Besalú más allá del puente

Todo el mundo ha visto la foto del puente. La del puente románico con el pueblo al fondo, el río Fluvià pasando por debajo, la luz de la mañana si te has levantado pronto o la luz de la tarde si no. Es una foto bonita. Es una foto muy bonita. El problema es que mucha gente va a Besalú, hace esa foto, da una vuelta por el casco antiguo y se vuelve. Y así se pierden lo mejor.

Llegué un domingo a las nueve. Sin planificación excesiva, sin guía descargada, sin lista de cosas que ver. Con el coche aparcado en el parking de fuera y las ganas de entrar.

Crucé el puente a pie, como hay que cruzarlo.

El puente de Besalú tiene once arcos, una capilla encima en el centro y una historia que incluye haber sido volado por los propios vecinos durante la Guerra de Sucesión para frenar al ejército borbónico. Luego lo reconstruyeron. No sé si eso dice más de la guerra o de los vecinos, pero me parece que dice bastante de ambos.

Lo que no esperaba era lo que hay al otro lado.

Porque Besalú no es solo el puente. Besalú tiene un barrio judío del siglo XII con el único mikvé (baño ritual judío) que se conserva en España en el mismo emplazamiento donde estuvo la sinagoga. No una reconstrucción. No una réplica. El original. Excavado en la roca, con las escaleras de piedra que bajaban al agua intactas.

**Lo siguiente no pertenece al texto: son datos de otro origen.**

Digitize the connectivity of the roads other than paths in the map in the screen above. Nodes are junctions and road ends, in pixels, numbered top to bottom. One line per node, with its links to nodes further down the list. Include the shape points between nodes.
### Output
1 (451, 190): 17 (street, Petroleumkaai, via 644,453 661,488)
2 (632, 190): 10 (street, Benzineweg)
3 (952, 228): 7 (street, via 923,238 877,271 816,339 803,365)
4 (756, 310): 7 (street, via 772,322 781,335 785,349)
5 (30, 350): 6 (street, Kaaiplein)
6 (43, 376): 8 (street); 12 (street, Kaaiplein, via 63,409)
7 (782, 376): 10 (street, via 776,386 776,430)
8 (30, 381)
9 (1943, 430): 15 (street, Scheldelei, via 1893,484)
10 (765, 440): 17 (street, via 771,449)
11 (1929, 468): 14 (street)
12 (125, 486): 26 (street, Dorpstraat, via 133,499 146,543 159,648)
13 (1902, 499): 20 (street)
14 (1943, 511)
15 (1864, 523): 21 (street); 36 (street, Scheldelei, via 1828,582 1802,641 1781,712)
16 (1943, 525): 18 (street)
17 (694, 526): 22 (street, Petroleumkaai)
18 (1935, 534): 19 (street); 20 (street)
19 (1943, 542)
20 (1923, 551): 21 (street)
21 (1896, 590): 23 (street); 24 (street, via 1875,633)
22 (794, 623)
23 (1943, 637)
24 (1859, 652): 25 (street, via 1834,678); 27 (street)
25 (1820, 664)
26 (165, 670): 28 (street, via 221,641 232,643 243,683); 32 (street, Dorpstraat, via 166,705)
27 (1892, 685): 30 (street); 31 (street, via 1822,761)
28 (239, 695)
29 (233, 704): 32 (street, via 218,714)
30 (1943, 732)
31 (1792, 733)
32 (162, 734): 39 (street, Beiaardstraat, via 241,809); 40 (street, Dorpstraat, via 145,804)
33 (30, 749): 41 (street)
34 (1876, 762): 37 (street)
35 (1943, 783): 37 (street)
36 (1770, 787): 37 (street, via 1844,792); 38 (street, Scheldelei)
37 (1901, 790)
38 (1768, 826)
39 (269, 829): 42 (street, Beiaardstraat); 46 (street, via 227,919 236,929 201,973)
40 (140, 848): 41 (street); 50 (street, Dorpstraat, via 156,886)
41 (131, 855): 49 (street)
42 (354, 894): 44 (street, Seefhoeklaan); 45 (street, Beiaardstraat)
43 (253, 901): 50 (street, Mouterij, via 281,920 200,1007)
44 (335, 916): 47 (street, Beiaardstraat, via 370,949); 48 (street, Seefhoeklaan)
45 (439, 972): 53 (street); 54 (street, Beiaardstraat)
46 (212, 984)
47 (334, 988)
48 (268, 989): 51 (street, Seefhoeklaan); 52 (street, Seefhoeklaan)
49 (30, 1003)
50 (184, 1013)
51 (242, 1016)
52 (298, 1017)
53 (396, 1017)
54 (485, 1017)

Entré con una señora que hacía de guía para un grupo pequeño. Me enganché al grupo sin pedirle permiso a nadie. Nadie dijo nada. La señora explicó la historia del mikvé con una calma y un detalle que hacía pensar que llevaba toda la vida haciéndolo y que todavía le parecía interesante. Eso se nota. Se nota mucho.

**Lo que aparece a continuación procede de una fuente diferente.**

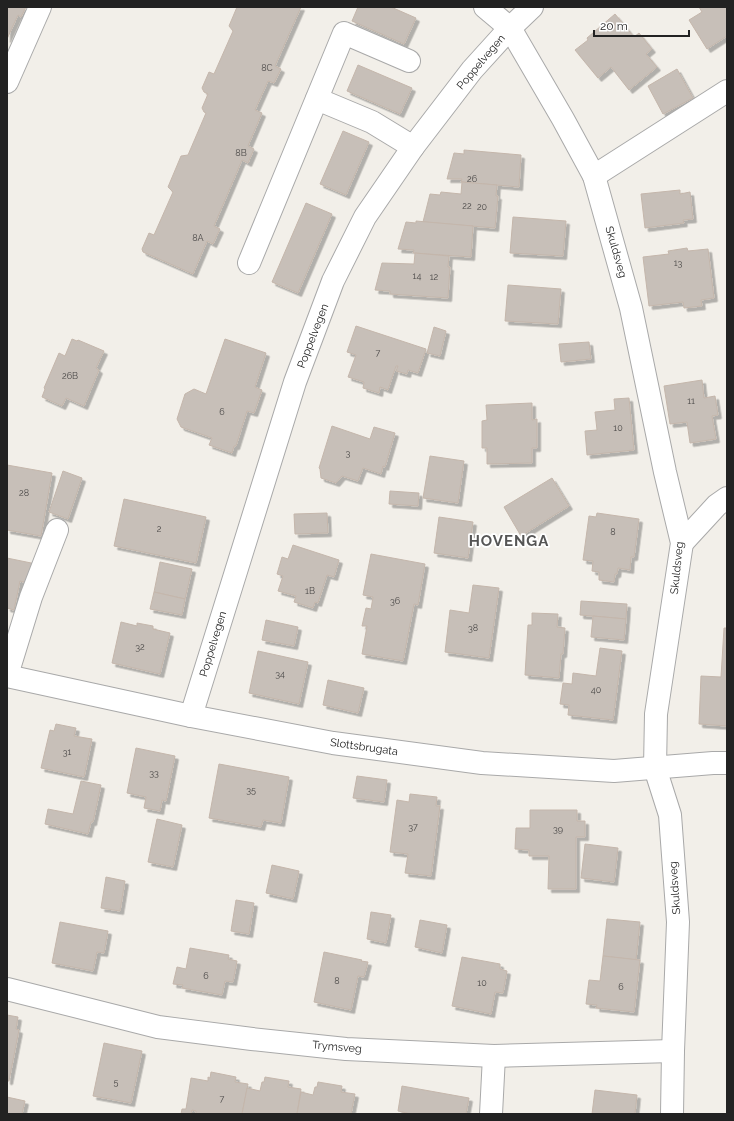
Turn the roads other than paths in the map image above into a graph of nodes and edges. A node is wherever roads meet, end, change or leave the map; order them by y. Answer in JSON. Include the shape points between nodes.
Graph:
{"nodes":[{"id":1,"x":40,"y":7,"type":"edge"},
{"id":2,"x":485,"y":7,"type":"edge"},
{"id":3,"x":532,"y":7,"type":"edge"},
{"id":4,"x":510,"y":28,"type":"junction"},
{"id":5,"x":409,"y":61,"type":"dead end"},
{"id":6,"x":7,"y":82,"type":"edge"},
{"id":7,"x":727,"y":91,"type":"edge"},
{"id":8,"x":317,"y":99,"type":"junction"},
{"id":9,"x":412,"y":147,"type":"junction"},
{"id":10,"x":594,"y":176,"type":"junction"},
{"id":11,"x":249,"y":263,"type":"dead end"},
{"id":12,"x":727,"y":498,"type":"edge"},
{"id":13,"x":57,"y":530,"type":"dead end"},
{"id":14,"x":682,"y":543,"type":"junction"},
{"id":15,"x":7,"y":675,"type":"edge"},
{"id":16,"x":191,"y":716,"type":"junction"},
{"id":17,"x":727,"y":763,"type":"edge"},
{"id":18,"x":655,"y":768,"type":"junction"},
{"id":19,"x":7,"y":989,"type":"edge"},
{"id":20,"x":673,"y":1051,"type":"junction"},
{"id":21,"x":494,"y":1056,"type":"junction"},
{"id":22,"x":491,"y":1114,"type":"edge"},
{"id":23,"x":672,"y":1114,"type":"edge"}],
"edges":[{"from":1,"to":6,"type":"street"},
{"from":2,"to":4,"type":"street","name":"Skuldsveg"},
{"from":3,"to":4,"type":"street","name":"Poppelvegen"},
{"from":4,"to":9,"type":"street","name":"Poppelvegen","via":[[472,70]]},
{"from":4,"to":10,"type":"street","name":"Skuldsveg"},
{"from":5,"to":8,"type":"street","via":[[344,33]]},
{"from":7,"to":10,"type":"street"},
{"from":8,"to":9,"type":"street","via":[[372,122]]},
{"from":8,"to":11,"type":"street"},
{"from":9,"to":16,"type":"street","name":"Poppelvegen","via":[[366,217],[333,280],[295,382]]},
{"from":10,"to":14,"type":"street","name":"Skuldsveg","via":[[631,308]]},
{"from":12,"to":14,"type":"street","via":[[717,505]]},
{"from":13,"to":15,"type":"street","via":[[31,597]]},
{"from":14,"to":18,"type":"street","name":"Skuldsveg","via":[[656,714]]},
{"from":15,"to":16,"type":"street","name":"Slottsbrugata"},
{"from":16,"to":18,"type":"street","name":"Slottsbrugata","via":[[333,743],[482,763],[614,771]]},
{"from":17,"to":18,"type":"street","name":"Slottsbrugata"},
{"from":18,"to":20,"type":"street","name":"Skuldsveg","via":[[670,815],[678,922]]},
{"from":19,"to":21,"type":"street","name":"Trymsveg","via":[[158,1027],[252,1040],[346,1049]]},
{"from":20,"to":21,"type":"street","name":"Trymsveg"},
{"from":20,"to":23,"type":"street","name":"Skuldsveg"},
{"from":21,"to":22,"type":"street"}]}
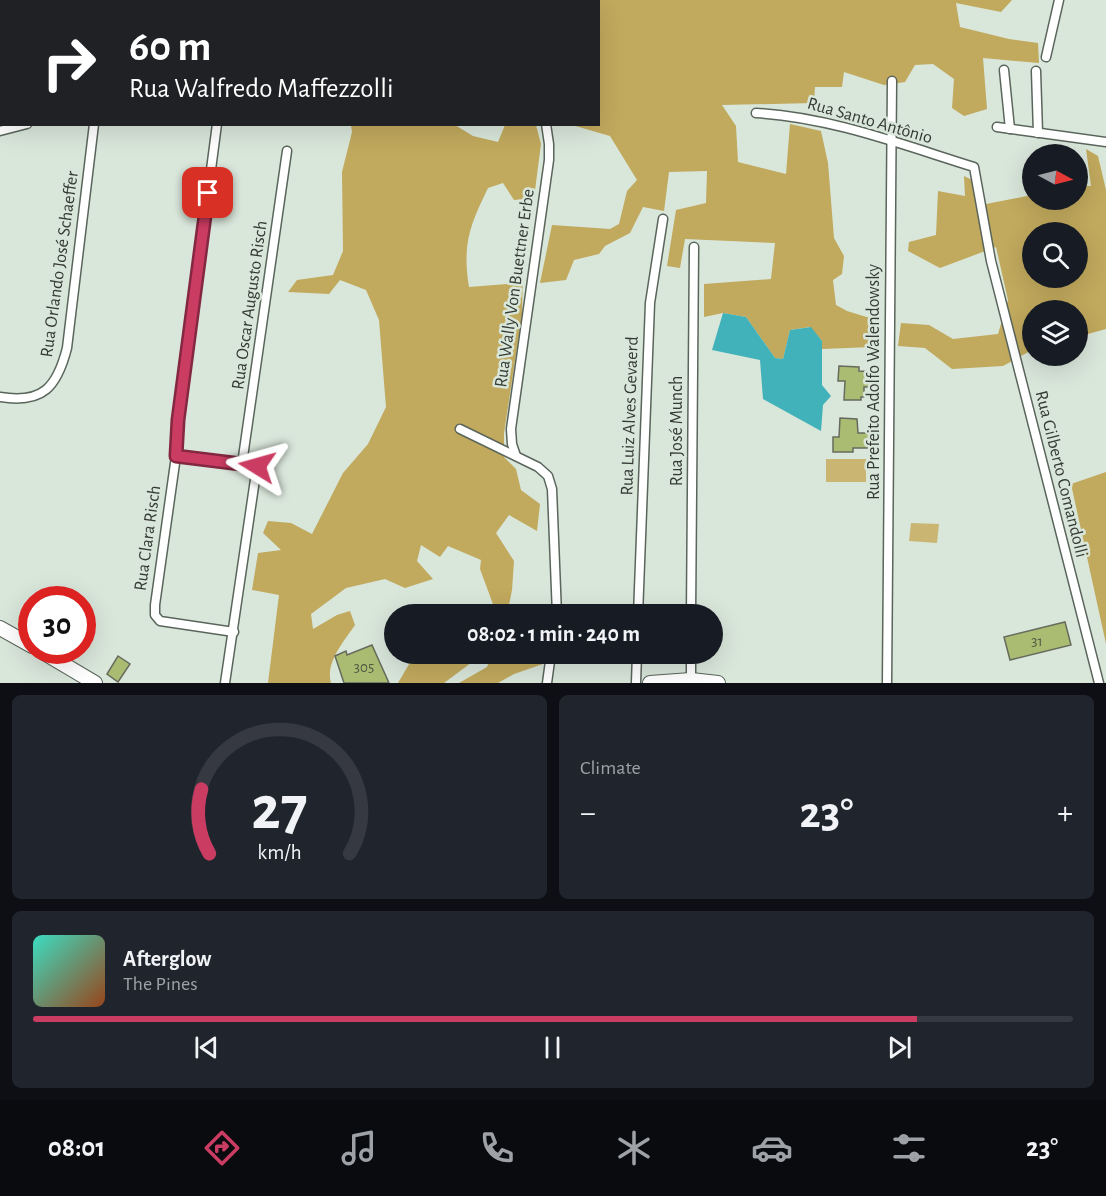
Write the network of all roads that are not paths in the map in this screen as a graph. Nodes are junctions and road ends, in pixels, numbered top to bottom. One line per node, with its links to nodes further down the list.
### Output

El casco antiguo de Besalú es laberíntico en el buen sentido. Hay calles que suben, que bajan, que giran y que te devuelven al mismo sitio desde un ángulo diferente. Estuve un buen rato dando vueltas sin ningún destino concreto. En algún momento me senté en los escalones de la iglesia de Sant Pere y me quedé mirando la plaza vacía.

A esa hora, un domingo, con el sol todavía bajo, no había casi nadie.

Eso dura poco en Besalú. A las diez y media ya había tres autocares aparcados y el puente tenía más gente encima que debajo. Pero vale la pena madrugar por esa horita de soledad.

Para comer no hay misterio si sabes lo que buscas. Las judías de Santa Pau son la gastronomía de la zona: judías blancas cultivadas en suelo volcánico, a quince kilómetros de aquí, con una textura mantecosa que no tiene nada que ver con lo que compras en cualquier sitio. Las encuentras en varios restaurantes del pueblo, habitualmente guisadas con butifarra de perol o con tripa de porc negre. Si ves una pizarra con eso escrito, entra sin pensar mucho más.

El Curia Reial, en la plaza del pueblo, las hace bien. No te digo que sea el único sitio, te digo que las hacen bien y que yo salí contento. Que a veces es suficiente.

El Museu del Circ me pilló por sorpresa. Está en Besalú, es el primer museo de Europa dedicado exclusivamente al circo, y yo no había oído hablar de él en mi vida hasta que lo vi señalizado en una calle lateral. Entré sin saber qué esperar.

Es pequeño. Muy bien hecho. Tiene carteles, objetos, fotos, la historia del circo en Cataluña desde el siglo XIX. Y tiene esa calidad que tienen los museos cuando los ha hecho alguien que le importa de verdad el tema, no alguien que ha recibido una subvención y ha encargado el contenido a una empresa de comunicación.

No sé cuánto tiempo estuve dentro. Más del que pensaba.

Me fui después de comer, con el pueblo ya lleno y el puente con cola para hacerse fotos. Pasé por encima por última vez, me paré un momento en el centro, miré el río desde arriba.

El puente aguanta. Lleva aguantando desde el siglo XII, ha sobrevivido una voladura y dos reconstrucciones, y le importa cero la cantidad de gente que pasa por encima haciendo la misma foto.

Lo que me quedé pensando es que Besalú tiene fama de sobra, y aun así consigue esconder cosas. El mikvé lo visita poca gente. El Museu del Circ casi nadie. La iglesia de Sant Pere, que tiene más de mil años, está ahí abierta y tranquila mientras los grupos hacen cola para fotografiar el puente desde el mismo ángulo de siempre.

No me quejo. Significa que si llegas pronto y te sales dos metros del camino marcado, el pueblo sigue siendo tuyo un rato.